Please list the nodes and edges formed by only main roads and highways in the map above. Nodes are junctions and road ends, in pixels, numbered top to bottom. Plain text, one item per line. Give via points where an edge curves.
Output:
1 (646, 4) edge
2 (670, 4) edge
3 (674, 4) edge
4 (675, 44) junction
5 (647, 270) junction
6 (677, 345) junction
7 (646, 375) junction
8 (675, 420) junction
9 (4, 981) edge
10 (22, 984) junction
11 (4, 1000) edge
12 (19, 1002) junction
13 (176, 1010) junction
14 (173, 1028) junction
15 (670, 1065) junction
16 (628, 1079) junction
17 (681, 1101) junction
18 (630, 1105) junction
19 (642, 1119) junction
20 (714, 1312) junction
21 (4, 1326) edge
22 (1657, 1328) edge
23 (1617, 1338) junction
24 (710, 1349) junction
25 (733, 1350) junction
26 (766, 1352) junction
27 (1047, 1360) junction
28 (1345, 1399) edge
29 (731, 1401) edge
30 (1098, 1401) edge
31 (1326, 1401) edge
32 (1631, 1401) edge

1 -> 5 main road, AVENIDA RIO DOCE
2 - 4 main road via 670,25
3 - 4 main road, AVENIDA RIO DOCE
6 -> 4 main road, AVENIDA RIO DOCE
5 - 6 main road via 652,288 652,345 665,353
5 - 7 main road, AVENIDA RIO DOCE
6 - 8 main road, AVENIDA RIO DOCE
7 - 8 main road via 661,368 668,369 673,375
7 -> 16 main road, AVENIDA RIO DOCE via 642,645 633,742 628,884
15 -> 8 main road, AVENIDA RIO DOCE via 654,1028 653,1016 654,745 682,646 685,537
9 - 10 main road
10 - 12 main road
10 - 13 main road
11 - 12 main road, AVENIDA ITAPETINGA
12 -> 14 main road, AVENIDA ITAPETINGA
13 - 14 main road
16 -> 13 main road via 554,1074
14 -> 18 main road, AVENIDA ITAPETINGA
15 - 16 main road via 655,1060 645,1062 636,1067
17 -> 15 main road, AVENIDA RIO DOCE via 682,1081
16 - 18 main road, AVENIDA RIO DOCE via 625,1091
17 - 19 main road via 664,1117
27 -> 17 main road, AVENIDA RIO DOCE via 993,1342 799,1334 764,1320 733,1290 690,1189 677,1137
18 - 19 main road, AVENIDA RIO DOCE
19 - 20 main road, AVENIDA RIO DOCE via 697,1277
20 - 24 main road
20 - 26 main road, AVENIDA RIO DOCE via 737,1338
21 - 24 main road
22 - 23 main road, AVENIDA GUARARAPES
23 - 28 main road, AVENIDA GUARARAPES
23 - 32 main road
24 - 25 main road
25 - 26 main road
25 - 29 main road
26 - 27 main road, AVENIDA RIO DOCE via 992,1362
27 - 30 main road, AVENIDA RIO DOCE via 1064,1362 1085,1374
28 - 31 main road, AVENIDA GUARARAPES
• • • • • • •
To do.
Each entry should be retyped exactly as given.

Written solution.
Please list the nodes and edges formed by only main roads and highways in the map above. Nodes are junctions and road ends, in pixels, numbered top to bottom. Plain text, one item per line. Give via points where an edge curves.
Output:
1 (646, 4) edge
2 (670, 4) edge
3 (674, 4) edge
4 (675, 44) junction
5 (647, 270) junction
6 (677, 345) junction
7 (646, 375) junction
8 (675, 420) junction
9 (4, 981) edge
10 (22, 984) junction
11 (4, 1000) edge
12 (19, 1002) junction
13 (176, 1010) junction
14 (173, 1028) junction
15 (670, 1065) junction
16 (628, 1079) junction
17 (681, 1101) junction
18 (630, 1105) junction
19 (642, 1119) junction
20 (714, 1312) junction
21 (4, 1326) edge
22 (1657, 1328) edge
23 (1617, 1338) junction
24 (710, 1349) junction
25 (733, 1350) junction
26 (766, 1352) junction
27 (1047, 1360) junction
28 (1345, 1399) edge
29 (731, 1401) edge
30 (1098, 1401) edge
31 (1326, 1401) edge
32 (1631, 1401) edge

1 -> 5 main road, AVENIDA RIO DOCE
2 - 4 main road via 670,25
3 - 4 main road, AVENIDA RIO DOCE
6 -> 4 main road, AVENIDA RIO DOCE
5 - 6 main road via 652,288 652,345 665,353
5 - 7 main road, AVENIDA RIO DOCE
6 - 8 main road, AVENIDA RIO DOCE
7 - 8 main road via 661,368 668,369 673,375
7 -> 16 main road, AVENIDA RIO DOCE via 642,645 633,742 628,884
15 -> 8 main road, AVENIDA RIO DOCE via 654,1028 653,1016 654,745 682,646 685,537
9 - 10 main road
10 - 12 main road
10 - 13 main road
11 - 12 main road, AVENIDA ITAPETINGA
12 -> 14 main road, AVENIDA ITAPETINGA
13 - 14 main road
16 -> 13 main road via 554,1074
14 -> 18 main road, AVENIDA ITAPETINGA
15 - 16 main road via 655,1060 645,1062 636,1067
17 -> 15 main road, AVENIDA RIO DOCE via 682,1081
16 - 18 main road, AVENIDA RIO DOCE via 625,1091
17 - 19 main road via 664,1117
27 -> 17 main road, AVENIDA RIO DOCE via 993,1342 799,1334 764,1320 733,1290 690,1189 677,1137
18 - 19 main road, AVENIDA RIO DOCE
19 - 20 main road, AVENIDA RIO DOCE via 697,1277
20 - 24 main road
20 - 26 main road, AVENIDA RIO DOCE via 737,1338
21 - 24 main road
22 - 23 main road, AVENIDA GUARARAPES
23 - 28 main road, AVENIDA GUARARAPES
23 - 32 main road
24 - 25 main road
25 - 26 main road
25 - 29 main road
26 - 27 main road, AVENIDA RIO DOCE via 992,1362
27 - 30 main road, AVENIDA RIO DOCE via 1064,1362 1085,1374
28 - 31 main road, AVENIDA GUARARAPES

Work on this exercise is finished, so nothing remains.